§ **Your objective**
What is needed is an exact copy of all the records, written out in full.

- Opening Delimiter -

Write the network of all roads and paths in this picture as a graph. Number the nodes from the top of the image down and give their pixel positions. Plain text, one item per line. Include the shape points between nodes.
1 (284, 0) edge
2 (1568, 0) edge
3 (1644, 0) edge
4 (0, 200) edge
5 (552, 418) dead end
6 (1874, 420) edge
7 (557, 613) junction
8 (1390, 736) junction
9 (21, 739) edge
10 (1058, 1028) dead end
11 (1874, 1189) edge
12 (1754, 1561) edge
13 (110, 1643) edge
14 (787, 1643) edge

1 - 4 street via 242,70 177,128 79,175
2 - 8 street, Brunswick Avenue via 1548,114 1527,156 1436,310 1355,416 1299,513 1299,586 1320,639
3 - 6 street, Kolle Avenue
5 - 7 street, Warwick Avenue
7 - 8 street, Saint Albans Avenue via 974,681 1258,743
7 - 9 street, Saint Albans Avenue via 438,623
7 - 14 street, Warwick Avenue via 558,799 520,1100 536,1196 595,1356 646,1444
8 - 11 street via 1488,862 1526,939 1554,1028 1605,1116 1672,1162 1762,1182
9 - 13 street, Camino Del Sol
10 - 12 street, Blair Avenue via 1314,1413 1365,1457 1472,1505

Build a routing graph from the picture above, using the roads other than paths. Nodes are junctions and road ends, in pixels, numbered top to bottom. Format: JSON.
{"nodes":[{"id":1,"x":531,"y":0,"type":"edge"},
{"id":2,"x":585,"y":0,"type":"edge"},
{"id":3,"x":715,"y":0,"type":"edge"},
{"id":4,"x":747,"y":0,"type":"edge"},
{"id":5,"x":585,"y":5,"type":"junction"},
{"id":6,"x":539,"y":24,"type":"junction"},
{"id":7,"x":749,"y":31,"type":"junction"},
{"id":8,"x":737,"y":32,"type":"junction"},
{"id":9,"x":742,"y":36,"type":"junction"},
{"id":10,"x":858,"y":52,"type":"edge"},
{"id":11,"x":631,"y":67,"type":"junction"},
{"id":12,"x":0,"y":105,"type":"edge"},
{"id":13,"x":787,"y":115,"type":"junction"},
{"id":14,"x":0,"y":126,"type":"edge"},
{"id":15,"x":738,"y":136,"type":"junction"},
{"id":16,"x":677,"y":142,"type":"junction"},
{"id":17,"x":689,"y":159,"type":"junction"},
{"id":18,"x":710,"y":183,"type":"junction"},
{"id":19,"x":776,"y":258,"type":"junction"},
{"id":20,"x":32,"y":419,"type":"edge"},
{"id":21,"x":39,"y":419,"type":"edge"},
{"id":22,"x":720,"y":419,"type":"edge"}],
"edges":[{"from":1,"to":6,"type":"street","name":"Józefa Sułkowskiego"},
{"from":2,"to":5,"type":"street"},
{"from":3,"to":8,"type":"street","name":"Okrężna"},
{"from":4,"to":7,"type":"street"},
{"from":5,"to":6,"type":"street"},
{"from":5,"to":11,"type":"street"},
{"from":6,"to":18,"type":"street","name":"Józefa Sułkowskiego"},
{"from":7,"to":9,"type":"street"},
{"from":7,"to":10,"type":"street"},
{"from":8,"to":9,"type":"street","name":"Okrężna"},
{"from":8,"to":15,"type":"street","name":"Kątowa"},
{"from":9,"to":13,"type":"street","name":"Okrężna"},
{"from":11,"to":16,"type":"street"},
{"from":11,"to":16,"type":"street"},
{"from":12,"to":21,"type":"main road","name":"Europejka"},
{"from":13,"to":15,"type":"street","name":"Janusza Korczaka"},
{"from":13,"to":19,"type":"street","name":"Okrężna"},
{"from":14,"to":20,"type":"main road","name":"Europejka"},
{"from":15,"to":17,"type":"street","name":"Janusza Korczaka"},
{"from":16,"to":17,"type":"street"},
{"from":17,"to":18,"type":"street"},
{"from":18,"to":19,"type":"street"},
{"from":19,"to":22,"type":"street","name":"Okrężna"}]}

- Closing Delimiter -

§ **The completed task**
Write the network of all roads and paths in this picture as a graph. Number the nodes from the top of the image down and give their pixel positions. Plain text, one item per line. Include the shape points between nodes.
1 (284, 0) edge
2 (1568, 0) edge
3 (1644, 0) edge
4 (0, 200) edge
5 (552, 418) dead end
6 (1874, 420) edge
7 (557, 613) junction
8 (1390, 736) junction
9 (21, 739) edge
10 (1058, 1028) dead end
11 (1874, 1189) edge
12 (1754, 1561) edge
13 (110, 1643) edge
14 (787, 1643) edge

1 - 4 street via 242,70 177,128 79,175
2 - 8 street, Brunswick Avenue via 1548,114 1527,156 1436,310 1355,416 1299,513 1299,586 1320,639
3 - 6 street, Kolle Avenue
5 - 7 street, Warwick Avenue
7 - 8 street, Saint Albans Avenue via 974,681 1258,743
7 - 9 street, Saint Albans Avenue via 438,623
7 - 14 street, Warwick Avenue via 558,799 520,1100 536,1196 595,1356 646,1444
8 - 11 street via 1488,862 1526,939 1554,1028 1605,1116 1672,1162 1762,1182
9 - 13 street, Camino Del Sol
10 - 12 street, Blair Avenue via 1314,1413 1365,1457 1472,1505

Build a routing graph from the picture above, using the roads other than paths. Nodes are junctions and road ends, in pixels, numbered top to bottom. Format: JSON.
{"nodes":[{"id":1,"x":531,"y":0,"type":"edge"},
{"id":2,"x":585,"y":0,"type":"edge"},
{"id":3,"x":715,"y":0,"type":"edge"},
{"id":4,"x":747,"y":0,"type":"edge"},
{"id":5,"x":585,"y":5,"type":"junction"},
{"id":6,"x":539,"y":24,"type":"junction"},
{"id":7,"x":749,"y":31,"type":"junction"},
{"id":8,"x":737,"y":32,"type":"junction"},
{"id":9,"x":742,"y":36,"type":"junction"},
{"id":10,"x":858,"y":52,"type":"edge"},
{"id":11,"x":631,"y":67,"type":"junction"},
{"id":12,"x":0,"y":105,"type":"edge"},
{"id":13,"x":787,"y":115,"type":"junction"},
{"id":14,"x":0,"y":126,"type":"edge"},
{"id":15,"x":738,"y":136,"type":"junction"},
{"id":16,"x":677,"y":142,"type":"junction"},
{"id":17,"x":689,"y":159,"type":"junction"},
{"id":18,"x":710,"y":183,"type":"junction"},
{"id":19,"x":776,"y":258,"type":"junction"},
{"id":20,"x":32,"y":419,"type":"edge"},
{"id":21,"x":39,"y":419,"type":"edge"},
{"id":22,"x":720,"y":419,"type":"edge"}],
"edges":[{"from":1,"to":6,"type":"street","name":"Józefa Sułkowskiego"},
{"from":2,"to":5,"type":"street"},
{"from":3,"to":8,"type":"street","name":"Okrężna"},
{"from":4,"to":7,"type":"street"},
{"from":5,"to":6,"type":"street"},
{"from":5,"to":11,"type":"street"},
{"from":6,"to":18,"type":"street","name":"Józefa Sułkowskiego"},
{"from":7,"to":9,"type":"street"},
{"from":7,"to":10,"type":"street"},
{"from":8,"to":9,"type":"street","name":"Okrężna"},
{"from":8,"to":15,"type":"street","name":"Kątowa"},
{"from":9,"to":13,"type":"street","name":"Okrężna"},
{"from":11,"to":16,"type":"street"},
{"from":11,"to":16,"type":"street"},
{"from":12,"to":21,"type":"main road","name":"Europejka"},
{"from":13,"to":15,"type":"street","name":"Janusza Korczaka"},
{"from":13,"to":19,"type":"street","name":"Okrężna"},
{"from":14,"to":20,"type":"main road","name":"Europejka"},
{"from":15,"to":17,"type":"street","name":"Janusza Korczaka"},
{"from":16,"to":17,"type":"street"},
{"from":17,"to":18,"type":"street"},
{"from":18,"to":19,"type":"street"},
{"from":19,"to":22,"type":"street","name":"Okrężna"}]}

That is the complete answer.